Records to use:

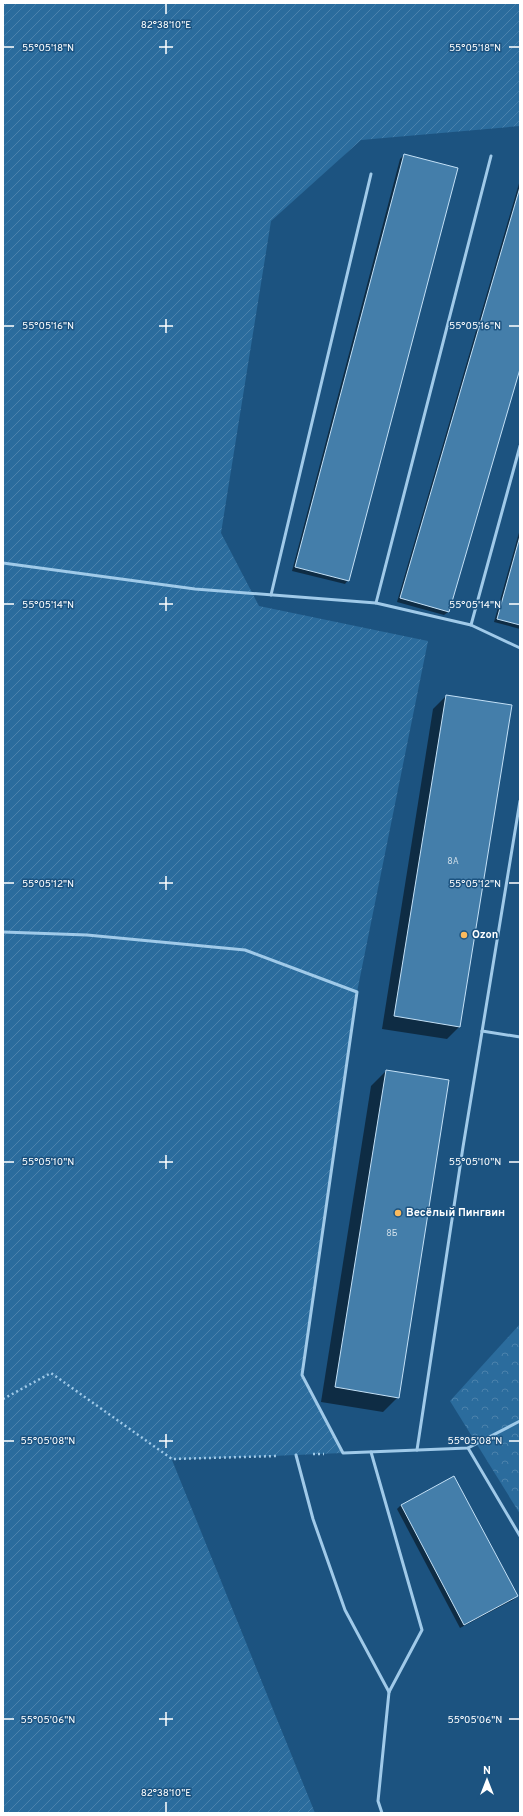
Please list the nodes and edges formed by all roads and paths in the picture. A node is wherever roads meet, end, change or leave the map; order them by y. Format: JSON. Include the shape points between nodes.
{"nodes":[{"id":1,"x":491,"y":156,"type":"dead end"},
{"id":2,"x":371,"y":174,"type":"dead end"},
{"id":3,"x":520,"y":446,"type":"edge"},
{"id":4,"x":3,"y":563,"type":"edge"},
{"id":5,"x":271,"y":594,"type":"junction"},
{"id":6,"x":376,"y":603,"type":"junction"},
{"id":7,"x":471,"y":625,"type":"junction"},
{"id":8,"x":520,"y":648,"type":"edge"},
{"id":9,"x":520,"y":801,"type":"edge"},
{"id":10,"x":3,"y":932,"type":"edge"},
{"id":11,"x":482,"y":1030,"type":"junction"},
{"id":12,"x":520,"y":1037,"type":"edge"},
{"id":13,"x":3,"y":1399,"type":"edge"},
{"id":14,"x":520,"y":1421,"type":"edge"},
{"id":15,"x":468,"y":1448,"type":"junction"},
{"id":16,"x":417,"y":1450,"type":"junction"},
{"id":17,"x":371,"y":1452,"type":"junction"},
{"id":18,"x":343,"y":1453,"type":"junction"},
{"id":19,"x":296,"y":1455,"type":"junction"},
{"id":20,"x":520,"y":1536,"type":"edge"},
{"id":21,"x":389,"y":1692,"type":"junction"},
{"id":22,"x":382,"y":1813,"type":"edge"}],
"edges":[{"from":1,"to":6,"type":"lane"},
{"from":2,"to":5,"type":"lane"},
{"from":3,"to":7,"type":"lane"},
{"from":4,"to":5,"type":"lane","via":[[195,588]]},
{"from":5,"to":6,"type":"lane"},
{"from":6,"to":7,"type":"lane"},
{"from":7,"to":8,"type":"lane"},
{"from":9,"to":11,"type":"lane"},
{"from":10,"to":18,"type":"lane","via":[[87,935],[245,950],[357,992],[302,1375]]},
{"from":11,"to":12,"type":"lane"},
{"from":11,"to":16,"type":"lane"},
{"from":13,"to":19,"type":"path","via":[[51,1373],[172,1460]]},
{"from":14,"to":15,"type":"lane"},
{"from":15,"to":16,"type":"lane"},
{"from":15,"to":20,"type":"lane"},
{"from":16,"to":17,"type":"lane"},
{"from":17,"to":18,"type":"lane"},
{"from":17,"to":21,"type":"lane","via":[[422,1630]]},
{"from":18,"to":19,"type":"path"},
{"from":19,"to":21,"type":"lane","via":[[313,1519],[345,1610]]},
{"from":21,"to":22,"type":"lane","via":[[378,1801]]}]}
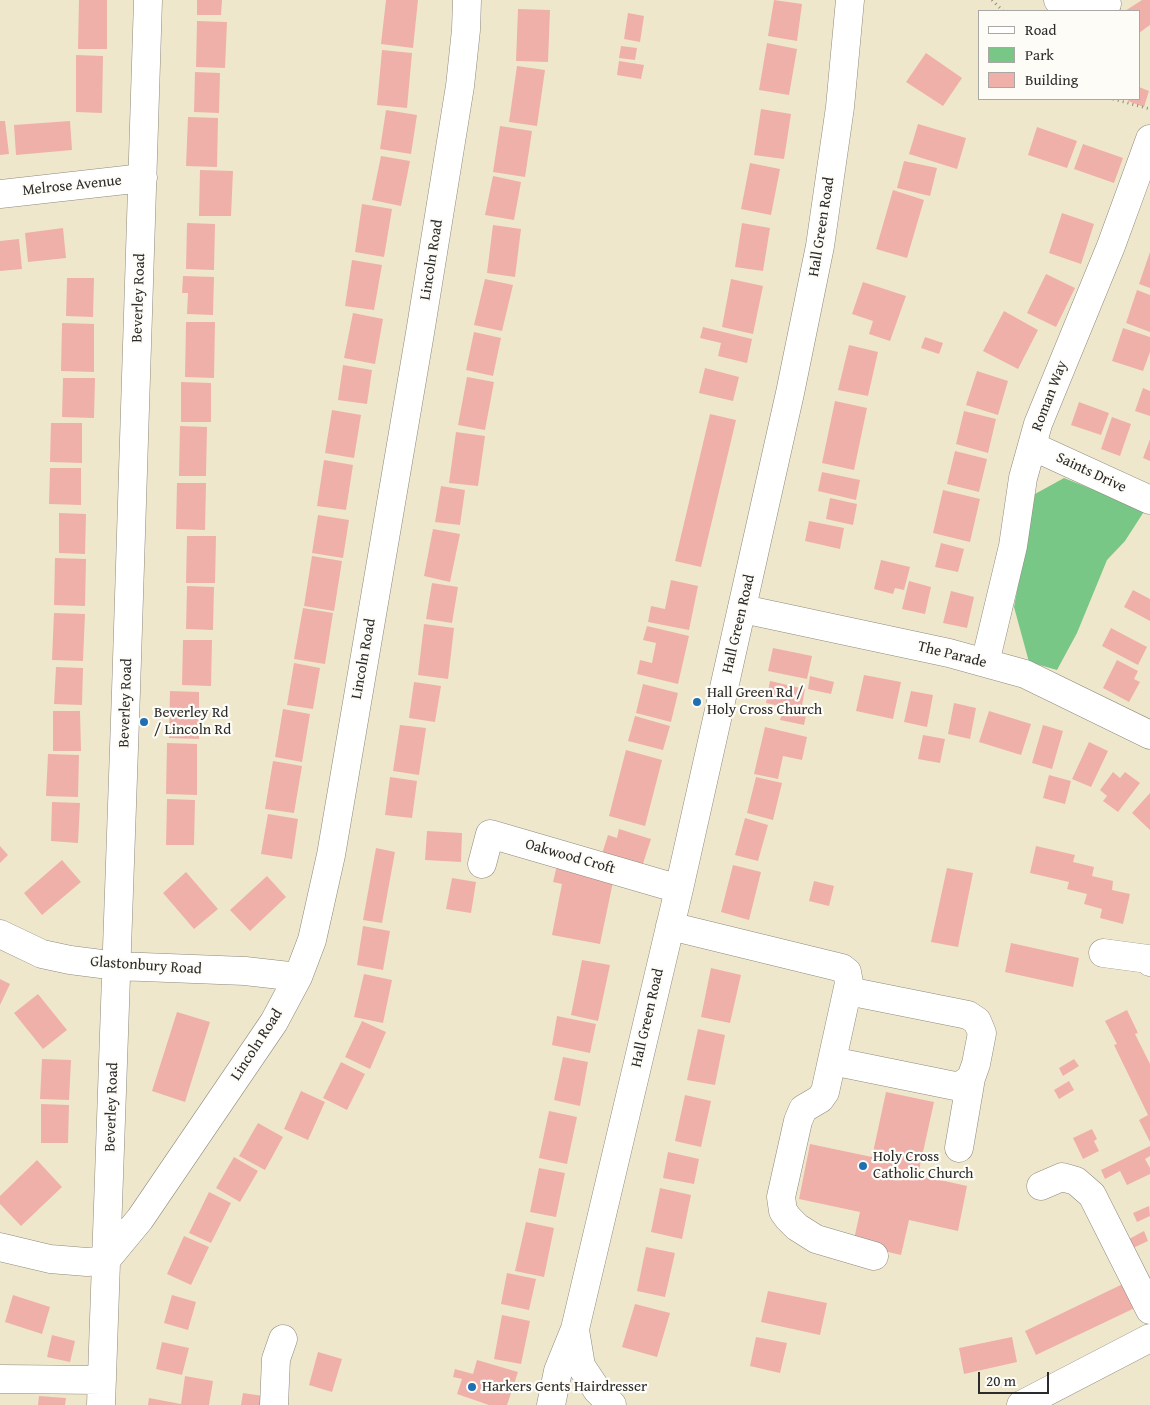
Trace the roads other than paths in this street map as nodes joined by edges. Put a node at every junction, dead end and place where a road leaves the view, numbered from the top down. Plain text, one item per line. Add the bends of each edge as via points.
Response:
1 (148, 0) edge
2 (467, 0) edge
3 (850, 0) edge
4 (1058, 0) edge
5 (1107, 4) dead end
6 (1150, 139) edge
7 (143, 178) junction
8 (0, 194) edge
9 (1032, 446) junction
10 (1150, 500) edge
11 (743, 609) junction
12 (985, 663) junction
13 (1150, 735) edge
14 (482, 864) dead end
15 (679, 889) junction
16 (670, 926) junction
17 (0, 934) edge
18 (1103, 954) dead end
19 (1150, 962) edge
20 (117, 966) junction
21 (298, 977) junction
22 (848, 991) junction
23 (832, 1061) junction
24 (971, 1078) junction
25 (959, 1148) dead end
26 (1041, 1186) dead end
27 (0, 1247) edge
28 (874, 1256) dead end
29 (106, 1260) junction
30 (1150, 1310) edge
31 (575, 1329) junction
32 (1150, 1338) edge
33 (283, 1339) dead end
34 (0, 1379) edge
35 (101, 1392) edge
36 (274, 1405) edge
37 (551, 1405) edge
38 (612, 1405) edge
39 (1021, 1405) edge

1 - 7 street, Beverley Road
2 - 21 street, Lincoln Road via 459,96 331,855 312,940
3 - 11 street, Hall Green Road via 840,107 820,246
4 - 5 street via 1068,5
6 - 9 street, Roman Way
7 - 8 street, Melrose Avenue
7 - 20 street, Beverley Road
9 - 10 street, Saints Drive
9 - 12 street, Roman Way via 1023,478 1013,546
11 - 12 street, The Parade
11 - 15 street, Hall Green Road
12 - 13 street, The Parade via 1025,674
14 - 15 street, Oakwood Croft via 490,834
15 - 16 street, Hall Green Road
16 - 22 street via 842,968 847,972
16 - 31 street, Hall Green Road
17 - 20 street, Glastonbury Road via 42,954
18 - 19 street via 1148,959
20 - 21 street, Glastonbury Road via 245,971
20 - 29 street, Beverley Road
21 - 29 street, Lincoln Road via 274,1022 140,1218
22 - 23 street
22 - 24 street via 968,1014 977,1021 982,1033
23 - 24 street via 955,1086
23 - 28 street via 825,1092 803,1109 798,1121 781,1197 783,1211 797,1227 816,1239
24 - 25 street
26 - 30 street via 1062,1178 1076,1181 1092,1195
27 - 29 street via 50,1259
29 - 35 street, Beverley Road
31 - 37 street, Hall Green Road via 558,1371
31 - 38 street, Hall Green Road via 581,1366
32 - 39 street
33 - 36 street via 276,1359
34 - 35 street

About this exercise: Provide the listing above once more, exactly, with the pictures removed.

Output of the exercise:
Please list the nodes and edges formed by all roads and paths in the picture. A node is wherever roads meet, end, change or leave the map; order them by y. Format: JSON. Include the shape points between nodes.
{"nodes":[{"id":1,"x":491,"y":156,"type":"dead end"},
{"id":2,"x":371,"y":174,"type":"dead end"},
{"id":3,"x":520,"y":446,"type":"edge"},
{"id":4,"x":3,"y":563,"type":"edge"},
{"id":5,"x":271,"y":594,"type":"junction"},
{"id":6,"x":376,"y":603,"type":"junction"},
{"id":7,"x":471,"y":625,"type":"junction"},
{"id":8,"x":520,"y":648,"type":"edge"},
{"id":9,"x":520,"y":801,"type":"edge"},
{"id":10,"x":3,"y":932,"type":"edge"},
{"id":11,"x":482,"y":1030,"type":"junction"},
{"id":12,"x":520,"y":1037,"type":"edge"},
{"id":13,"x":3,"y":1399,"type":"edge"},
{"id":14,"x":520,"y":1421,"type":"edge"},
{"id":15,"x":468,"y":1448,"type":"junction"},
{"id":16,"x":417,"y":1450,"type":"junction"},
{"id":17,"x":371,"y":1452,"type":"junction"},
{"id":18,"x":343,"y":1453,"type":"junction"},
{"id":19,"x":296,"y":1455,"type":"junction"},
{"id":20,"x":520,"y":1536,"type":"edge"},
{"id":21,"x":389,"y":1692,"type":"junction"},
{"id":22,"x":382,"y":1813,"type":"edge"}],
"edges":[{"from":1,"to":6,"type":"lane"},
{"from":2,"to":5,"type":"lane"},
{"from":3,"to":7,"type":"lane"},
{"from":4,"to":5,"type":"lane","via":[[195,588]]},
{"from":5,"to":6,"type":"lane"},
{"from":6,"to":7,"type":"lane"},
{"from":7,"to":8,"type":"lane"},
{"from":9,"to":11,"type":"lane"},
{"from":10,"to":18,"type":"lane","via":[[87,935],[245,950],[357,992],[302,1375]]},
{"from":11,"to":12,"type":"lane"},
{"from":11,"to":16,"type":"lane"},
{"from":13,"to":19,"type":"path","via":[[51,1373],[172,1460]]},
{"from":14,"to":15,"type":"lane"},
{"from":15,"to":16,"type":"lane"},
{"from":15,"to":20,"type":"lane"},
{"from":16,"to":17,"type":"lane"},
{"from":17,"to":18,"type":"lane"},
{"from":17,"to":21,"type":"lane","via":[[422,1630]]},
{"from":18,"to":19,"type":"path"},
{"from":19,"to":21,"type":"lane","via":[[313,1519],[345,1610]]},
{"from":21,"to":22,"type":"lane","via":[[378,1801]]}]}
Trace the roads other than paths in this street map as nodes joined by edges. Put a node at every junction, dead end and place where a road leaves the view, numbered from the top down. Plain text, one item per line. Add the bends of each edge as via points.
Response:
1 (148, 0) edge
2 (467, 0) edge
3 (850, 0) edge
4 (1058, 0) edge
5 (1107, 4) dead end
6 (1150, 139) edge
7 (143, 178) junction
8 (0, 194) edge
9 (1032, 446) junction
10 (1150, 500) edge
11 (743, 609) junction
12 (985, 663) junction
13 (1150, 735) edge
14 (482, 864) dead end
15 (679, 889) junction
16 (670, 926) junction
17 (0, 934) edge
18 (1103, 954) dead end
19 (1150, 962) edge
20 (117, 966) junction
21 (298, 977) junction
22 (848, 991) junction
23 (832, 1061) junction
24 (971, 1078) junction
25 (959, 1148) dead end
26 (1041, 1186) dead end
27 (0, 1247) edge
28 (874, 1256) dead end
29 (106, 1260) junction
30 (1150, 1310) edge
31 (575, 1329) junction
32 (1150, 1338) edge
33 (283, 1339) dead end
34 (0, 1379) edge
35 (101, 1392) edge
36 (274, 1405) edge
37 (551, 1405) edge
38 (612, 1405) edge
39 (1021, 1405) edge

1 - 7 street, Beverley Road
2 - 21 street, Lincoln Road via 459,96 331,855 312,940
3 - 11 street, Hall Green Road via 840,107 820,246
4 - 5 street via 1068,5
6 - 9 street, Roman Way
7 - 8 street, Melrose Avenue
7 - 20 street, Beverley Road
9 - 10 street, Saints Drive
9 - 12 street, Roman Way via 1023,478 1013,546
11 - 12 street, The Parade
11 - 15 street, Hall Green Road
12 - 13 street, The Parade via 1025,674
14 - 15 street, Oakwood Croft via 490,834
15 - 16 street, Hall Green Road
16 - 22 street via 842,968 847,972
16 - 31 street, Hall Green Road
17 - 20 street, Glastonbury Road via 42,954
18 - 19 street via 1148,959
20 - 21 street, Glastonbury Road via 245,971
20 - 29 street, Beverley Road
21 - 29 street, Lincoln Road via 274,1022 140,1218
22 - 23 street
22 - 24 street via 968,1014 977,1021 982,1033
23 - 24 street via 955,1086
23 - 28 street via 825,1092 803,1109 798,1121 781,1197 783,1211 797,1227 816,1239
24 - 25 street
26 - 30 street via 1062,1178 1076,1181 1092,1195
27 - 29 street via 50,1259
29 - 35 street, Beverley Road
31 - 37 street, Hall Green Road via 558,1371
31 - 38 street, Hall Green Road via 581,1366
32 - 39 street
33 - 36 street via 276,1359
34 - 35 street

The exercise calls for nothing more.